Historische Stätten von Meßkirch erwandern 5.6.2011

Impressionen einer Wanderung des Albvereins unter Leitung der Familie Metz mit interessanten „Vorträgen am Wegesrand“ an den jeweiligen Stationen. Hervorragend vorbereitete Tagestour für Körper und „Kulturgeist“ und so angelegt, dass die Teilnehmer nach Belieben die Wanderung beginnen oder beenden konnten.


Die Wanderung führte von Meßkirch ins Felsentäle. Dort fand in freier Natur ein didaktisch sehr gut aufbereiteter geologischer Vortrag von Josef Schoser statt. Dann ging es am Rohrdorfer Sender vorbei zur Ruine Benzenberg. Hier führte Wolfgang Teyke, der sich auf historische Baugeschichte spezialisiert, im Vortrag seine Erkenntnisse zum Grundriss und der Geschichte der Burg aus. Bemerkenswert ist, dass er in einigen Punkten die Altmeister der Geschichtsschreibung korrigiert.

Weiter führte die Wanderung zum Feldherrnhügel der österreichischen Generalität vom 5.5.1800. Anhand des Vortrags von Jochen Metz konnte man sich bei herrlicher Weitsicht sehr plastisch die Truppenbewegungen in der Schlacht von Meßkirch vorstellen.
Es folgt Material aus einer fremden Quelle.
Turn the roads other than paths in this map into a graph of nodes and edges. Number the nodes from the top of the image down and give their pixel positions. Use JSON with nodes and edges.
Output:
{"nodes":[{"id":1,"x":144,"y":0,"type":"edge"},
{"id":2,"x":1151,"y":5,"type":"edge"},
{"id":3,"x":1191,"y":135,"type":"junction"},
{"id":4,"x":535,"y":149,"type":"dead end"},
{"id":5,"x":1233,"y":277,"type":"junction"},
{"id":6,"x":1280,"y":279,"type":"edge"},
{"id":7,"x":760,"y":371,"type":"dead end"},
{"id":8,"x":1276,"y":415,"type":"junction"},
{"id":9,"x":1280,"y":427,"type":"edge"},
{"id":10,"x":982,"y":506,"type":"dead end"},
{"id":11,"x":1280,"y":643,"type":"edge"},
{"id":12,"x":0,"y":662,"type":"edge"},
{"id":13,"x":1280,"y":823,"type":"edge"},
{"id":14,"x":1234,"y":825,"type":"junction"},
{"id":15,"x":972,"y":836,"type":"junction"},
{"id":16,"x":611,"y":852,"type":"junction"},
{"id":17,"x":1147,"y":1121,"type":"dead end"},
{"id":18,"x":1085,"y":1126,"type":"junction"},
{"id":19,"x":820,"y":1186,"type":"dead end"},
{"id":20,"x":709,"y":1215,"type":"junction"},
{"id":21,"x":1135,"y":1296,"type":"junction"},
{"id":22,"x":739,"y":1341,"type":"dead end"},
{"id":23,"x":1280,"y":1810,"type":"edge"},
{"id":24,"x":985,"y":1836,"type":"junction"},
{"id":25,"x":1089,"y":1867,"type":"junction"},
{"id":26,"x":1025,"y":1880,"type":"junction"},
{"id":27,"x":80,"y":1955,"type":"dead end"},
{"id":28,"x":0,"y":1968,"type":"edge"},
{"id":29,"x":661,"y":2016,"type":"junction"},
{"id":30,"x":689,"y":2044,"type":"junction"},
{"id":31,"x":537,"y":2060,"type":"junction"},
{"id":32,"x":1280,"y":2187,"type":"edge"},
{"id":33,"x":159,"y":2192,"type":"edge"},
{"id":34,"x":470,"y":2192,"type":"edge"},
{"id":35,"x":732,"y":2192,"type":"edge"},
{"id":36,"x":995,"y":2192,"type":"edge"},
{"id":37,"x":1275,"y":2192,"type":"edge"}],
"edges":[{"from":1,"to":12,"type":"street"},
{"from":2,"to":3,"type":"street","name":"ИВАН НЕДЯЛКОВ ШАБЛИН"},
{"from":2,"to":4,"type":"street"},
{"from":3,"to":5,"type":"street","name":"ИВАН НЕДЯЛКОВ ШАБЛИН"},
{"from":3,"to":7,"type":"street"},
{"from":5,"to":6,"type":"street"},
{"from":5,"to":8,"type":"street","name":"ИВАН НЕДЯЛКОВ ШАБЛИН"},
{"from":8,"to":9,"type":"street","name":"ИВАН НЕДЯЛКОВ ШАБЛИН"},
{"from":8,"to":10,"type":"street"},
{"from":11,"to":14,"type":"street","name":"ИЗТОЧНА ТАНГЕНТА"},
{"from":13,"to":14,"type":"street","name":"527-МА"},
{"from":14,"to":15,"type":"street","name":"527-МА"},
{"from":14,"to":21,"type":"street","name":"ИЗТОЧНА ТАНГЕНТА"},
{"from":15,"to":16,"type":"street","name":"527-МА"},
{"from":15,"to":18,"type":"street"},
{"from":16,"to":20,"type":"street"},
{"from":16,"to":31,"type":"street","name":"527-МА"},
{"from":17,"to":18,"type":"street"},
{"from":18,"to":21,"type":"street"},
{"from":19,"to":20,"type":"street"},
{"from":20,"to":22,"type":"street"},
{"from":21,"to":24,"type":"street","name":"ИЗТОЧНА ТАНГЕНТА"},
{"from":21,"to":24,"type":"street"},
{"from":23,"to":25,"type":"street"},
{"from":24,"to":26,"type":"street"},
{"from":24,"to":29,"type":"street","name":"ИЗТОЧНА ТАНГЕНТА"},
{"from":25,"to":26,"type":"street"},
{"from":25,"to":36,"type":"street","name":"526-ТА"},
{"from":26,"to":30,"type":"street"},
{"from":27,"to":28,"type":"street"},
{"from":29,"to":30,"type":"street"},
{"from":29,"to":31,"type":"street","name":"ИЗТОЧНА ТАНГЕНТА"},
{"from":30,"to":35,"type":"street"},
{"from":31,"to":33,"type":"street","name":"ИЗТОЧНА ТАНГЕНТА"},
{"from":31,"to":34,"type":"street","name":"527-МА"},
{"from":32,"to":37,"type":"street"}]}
Und so mancher wunderte sich, dass die Kanonenkugeln der Österreicher in einer riesigen Entfernung von da bis zur Meßkircher Altstadt flogen, wo sich noch heute Einschläge in der St.Martins-Kirche erkennen lassen. Auf dem Weg nach Heudorf kam der wohl nicht mehr aktuelle Standort der Klosterstadt zur Sprache - für jeden Kulturinteressierten eine bedauerliche Haltung von Stadt und Bevölkerung. Letzte Station der Historien-Tour war der ehemalige römische Gutshof "Altstadt". Der Vortrag von Wolfgang Teyke zeigte dessen imponierende Ausmaße und machte seine Geschichte deutlich. Sichtbar wurde hier aber auch, dass das Kulturgut vom Unterholz völlig überwuchert ist und dringend einer Sicherung bedarf.